Part of the problem here is that the set $A$ need not have any `interior' points. Back in the one dimensional case, think of a quadratic polynomial on the real line- generally speaking $A$ will be a two point set containing the $x$-values of the local max and min.
Anyway it seems to me that if $f$ is continuous, then, in particular $f$ is continuous on $A$ and therefore achieves a max and a min, so if $x$ and $y$ are not close together then your inequality is obvious. Now what happens if $x$ and $y$ are close together?

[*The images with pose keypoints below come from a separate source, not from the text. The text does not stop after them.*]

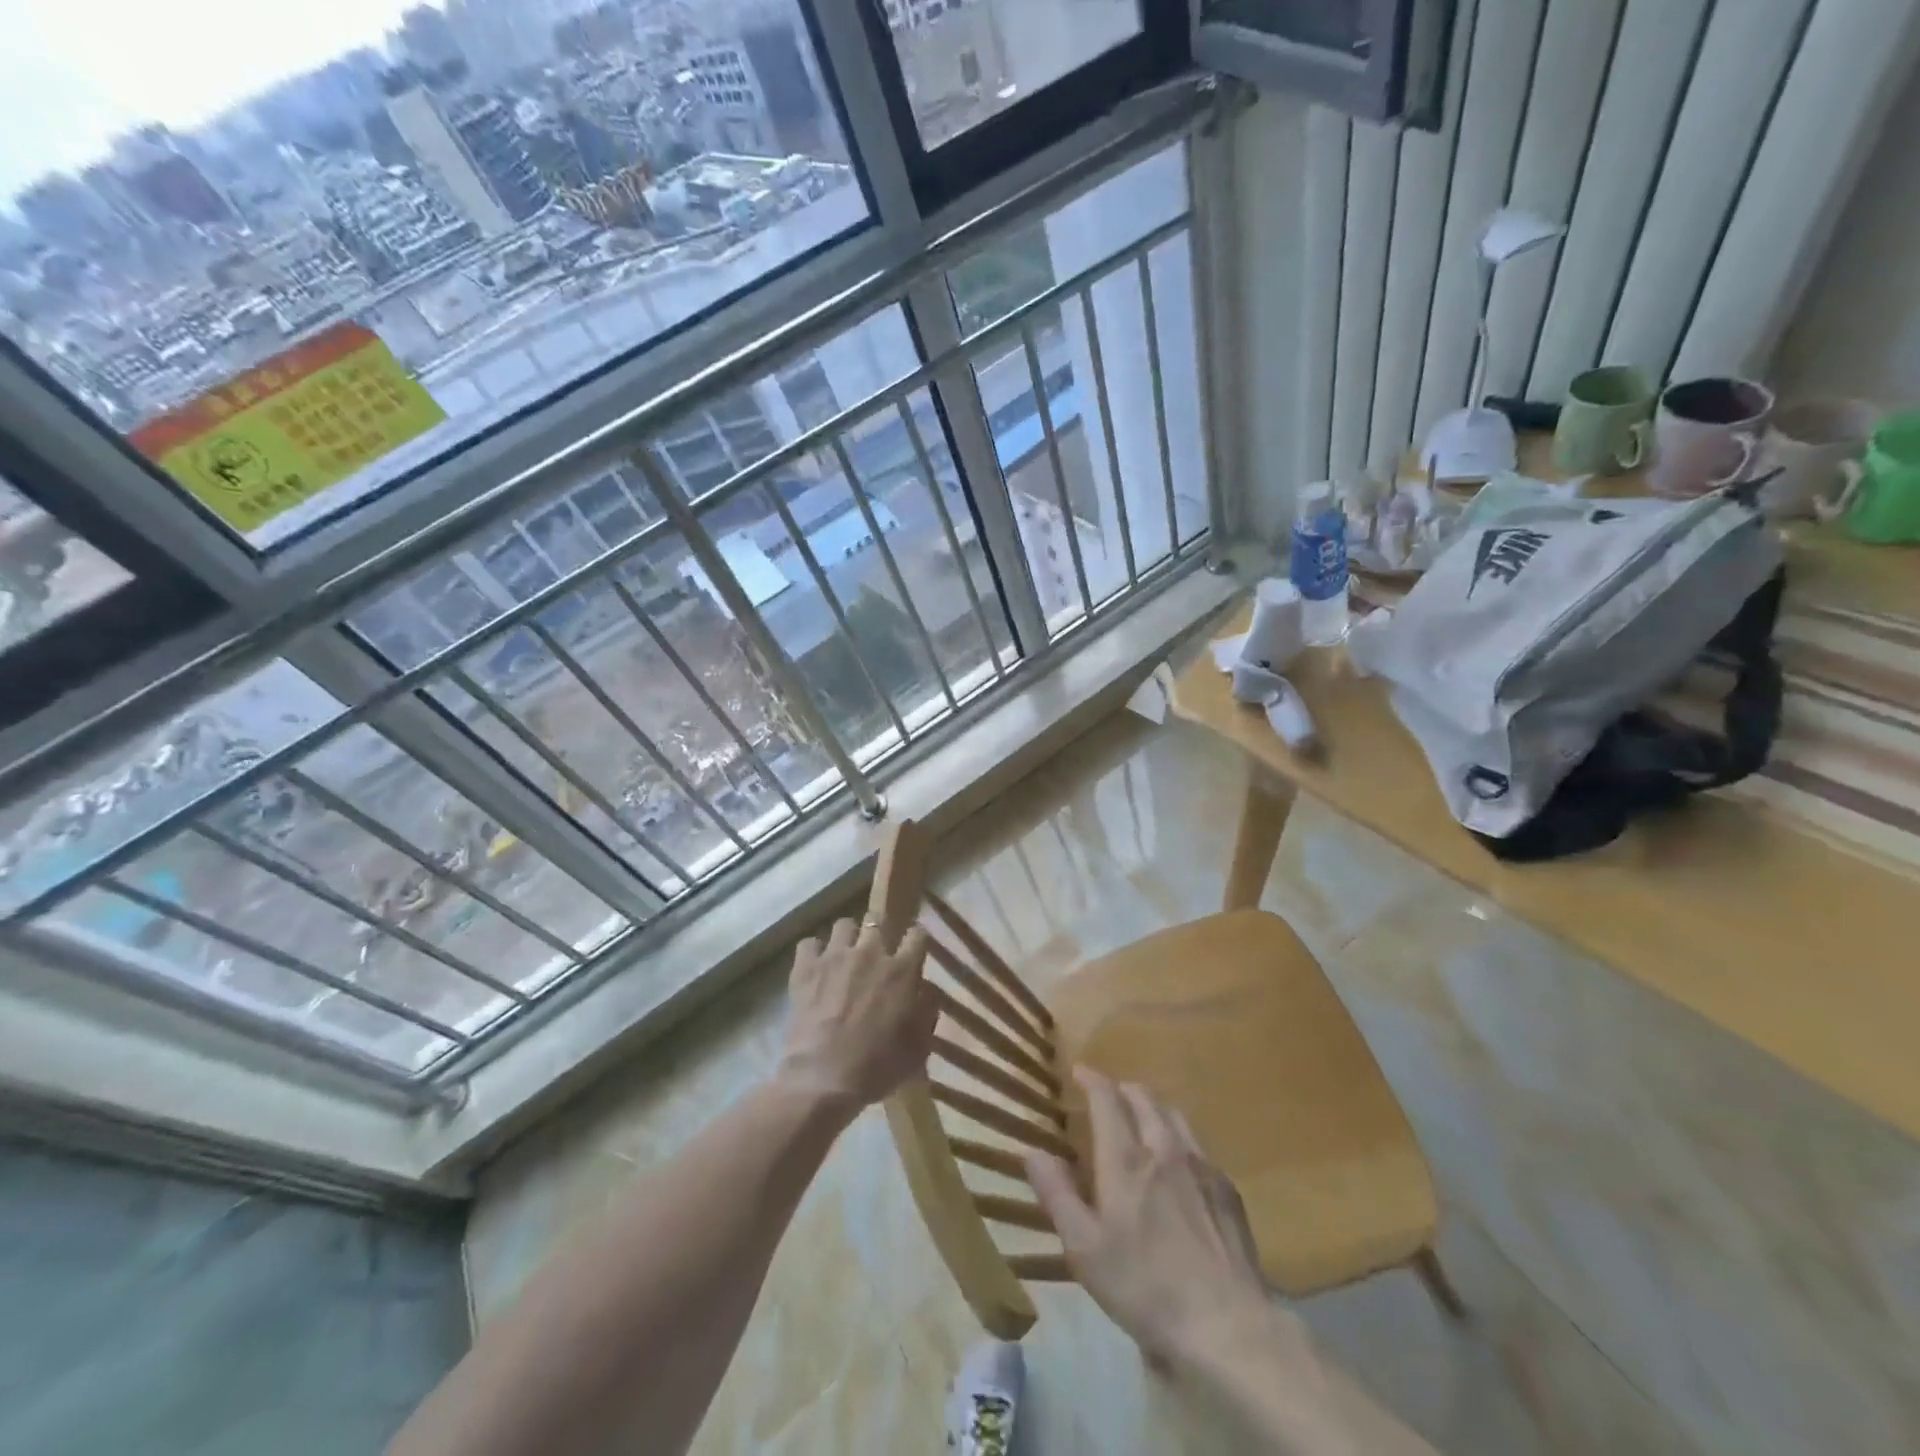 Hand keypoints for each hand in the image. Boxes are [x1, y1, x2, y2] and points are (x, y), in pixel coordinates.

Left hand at [777, 918, 938, 1116]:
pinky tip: (816, 966)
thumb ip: (928, 1010)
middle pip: (879, 920)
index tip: (914, 948)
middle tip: (877, 952)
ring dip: (848, 938)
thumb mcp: (919, 1046)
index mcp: (902, 970)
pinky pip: (810, 942)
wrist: (823, 1079)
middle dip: (881, 931)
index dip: (917, 939)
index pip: (918, 934)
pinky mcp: (806, 967)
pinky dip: (814, 952)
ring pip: (844, 925)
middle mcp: (870, 953)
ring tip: (845, 956)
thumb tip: (929, 989)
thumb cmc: (877, 1066)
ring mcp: (835, 956)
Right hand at [1026, 1069, 1273, 1363]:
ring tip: (1142, 1120)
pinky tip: (1179, 1163)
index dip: (1091, 1080)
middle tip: (1108, 1099)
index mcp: (1125, 1159)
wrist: (1226, 1324)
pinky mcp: (1227, 1188)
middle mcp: (1163, 1148)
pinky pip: (1198, 1145)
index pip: (1107, 1098)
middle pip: (1143, 1097)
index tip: (1079, 1072)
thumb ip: (1057, 1194)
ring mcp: (1201, 1165)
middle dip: (1121, 1090)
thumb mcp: (1085, 1249)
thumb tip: (1033, 1151)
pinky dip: (1179, 1137)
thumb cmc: (1144, 1286)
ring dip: (1153, 1108)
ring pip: (1174, 1115) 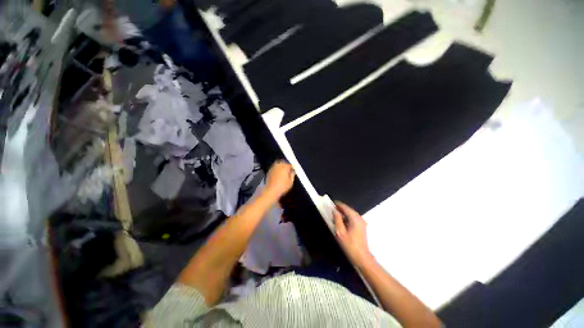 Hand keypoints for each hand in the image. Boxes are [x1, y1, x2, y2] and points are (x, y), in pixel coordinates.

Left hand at [264, 161, 294, 199]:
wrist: (272, 191)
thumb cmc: (282, 187)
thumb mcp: (291, 182)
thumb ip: (292, 175)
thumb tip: (293, 171)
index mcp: (285, 167)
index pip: (290, 165)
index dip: (293, 167)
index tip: (294, 169)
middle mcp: (279, 166)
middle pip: (283, 162)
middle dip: (286, 165)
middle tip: (289, 169)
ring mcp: (273, 168)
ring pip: (278, 163)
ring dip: (281, 165)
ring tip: (283, 170)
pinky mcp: (269, 171)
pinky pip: (274, 167)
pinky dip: (277, 168)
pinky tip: (278, 173)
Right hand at [333, 202, 372, 267]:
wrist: (362, 257)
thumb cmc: (350, 245)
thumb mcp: (340, 232)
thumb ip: (337, 219)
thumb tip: (334, 211)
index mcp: (355, 218)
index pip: (345, 207)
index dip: (338, 204)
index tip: (331, 203)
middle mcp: (360, 218)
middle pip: (349, 209)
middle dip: (340, 208)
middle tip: (332, 209)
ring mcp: (362, 222)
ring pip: (351, 214)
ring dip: (343, 213)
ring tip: (335, 214)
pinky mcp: (362, 226)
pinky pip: (353, 218)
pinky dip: (347, 217)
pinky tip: (342, 221) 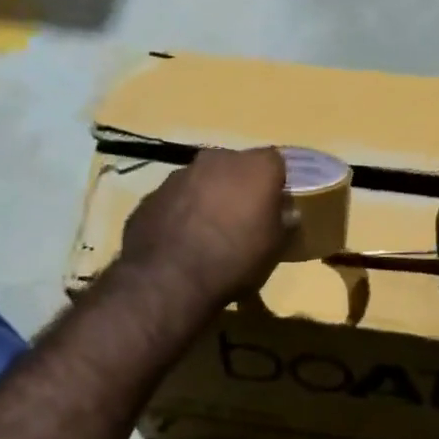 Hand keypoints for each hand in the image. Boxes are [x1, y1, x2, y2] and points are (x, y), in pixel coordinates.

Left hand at [120, 147, 290, 304]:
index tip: (275, 205)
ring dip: (208, 198)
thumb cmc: (234, 260)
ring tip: (209, 233)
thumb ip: (283, 223)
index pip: (275, 161)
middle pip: (235, 166)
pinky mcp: (151, 195)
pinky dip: (181, 213)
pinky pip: (175, 199)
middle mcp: (216, 159)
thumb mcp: (274, 249)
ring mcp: (179, 175)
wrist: (169, 279)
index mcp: (253, 167)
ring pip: (202, 180)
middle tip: (242, 218)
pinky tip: (181, 241)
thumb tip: (286, 213)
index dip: (276, 182)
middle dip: (239, 186) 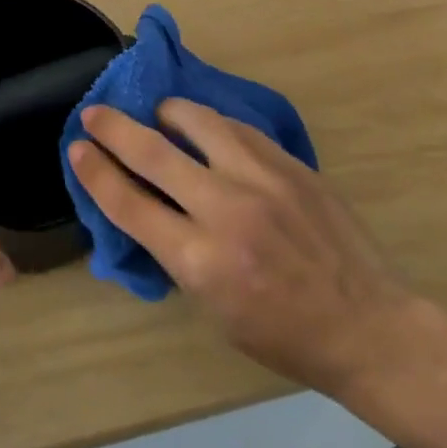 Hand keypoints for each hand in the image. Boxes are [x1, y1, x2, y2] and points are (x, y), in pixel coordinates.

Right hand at [69, 101, 418, 398]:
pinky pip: (237, 128)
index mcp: (201, 262)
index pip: (130, 204)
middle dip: (114, 128)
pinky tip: (205, 129)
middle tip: (93, 112)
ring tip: (158, 115)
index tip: (77, 148)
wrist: (369, 325)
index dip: (96, 172)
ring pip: (197, 121)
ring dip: (166, 113)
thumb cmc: (284, 335)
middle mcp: (226, 211)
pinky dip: (210, 124)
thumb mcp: (213, 310)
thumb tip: (146, 206)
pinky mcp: (290, 164)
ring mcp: (262, 180)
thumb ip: (176, 253)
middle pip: (153, 153) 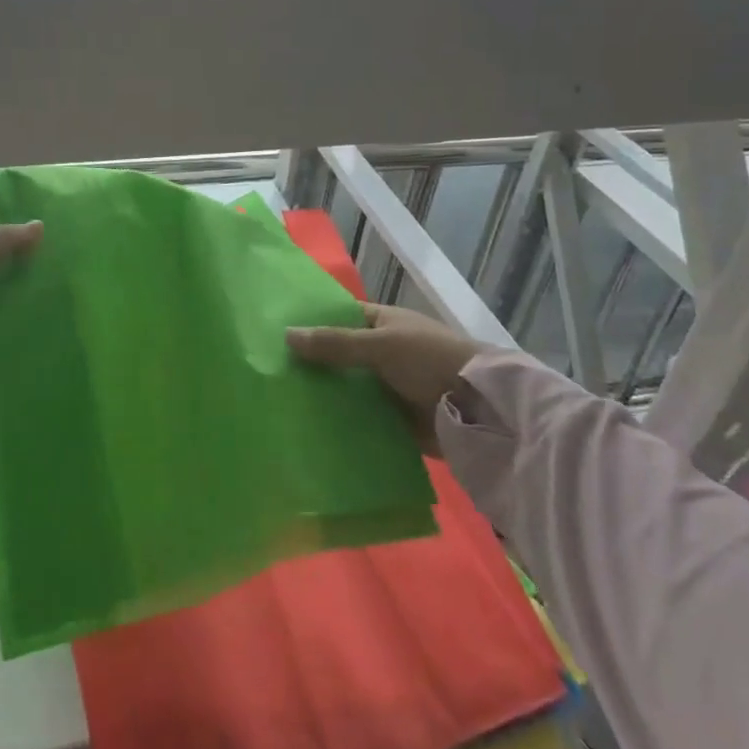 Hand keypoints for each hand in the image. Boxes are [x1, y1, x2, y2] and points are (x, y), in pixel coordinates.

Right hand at [288, 303, 498, 451]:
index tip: (275, 333)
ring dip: (325, 396)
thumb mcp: (380, 345)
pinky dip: (342, 424)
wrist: (479, 410)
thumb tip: (287, 334)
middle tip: (269, 373)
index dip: (312, 323)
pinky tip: (310, 430)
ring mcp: (390, 388)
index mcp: (384, 324)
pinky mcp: (395, 421)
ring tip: (281, 404)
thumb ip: (335, 343)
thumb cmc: (429, 361)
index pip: (340, 317)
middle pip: (341, 356)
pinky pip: (361, 419)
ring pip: (348, 389)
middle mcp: (385, 353)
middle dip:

Update: Basically you can just use Feanor's suggestion for the case when $x$ is close to $y$. Here is one way you might think of it: for any $x_0 \in A$, Taylor's theorem tells us that (since $\nabla f(x_0) = 0$) $f(x) = f(x_0) + h^2g(x)$ for some function $g(x)$ that is bounded in a small neighborhood of radius $\epsilon$ about $x_0$. Here $h = |x - x_0|$ and we assume that $x$ is in the $\epsilon$-neighborhood about $x_0$. This gives you the result you want for all $x$ that are close to $x_0$, by choosing $\lambda$ to be an upper bound for $|g(x)|$. You can then cover $A$ by a finite number of such balls of radius $\epsilon$, and you can therefore deduce that if $x$ and $y$ lie in any one of these balls then you have your estimate. If you happen to pick numbers $x$ and $y$ that do not lie in a single one of the covering balls then you know that $|x -y| \geq \epsilon$ and so the argument I mentioned at the top of the page works in this case.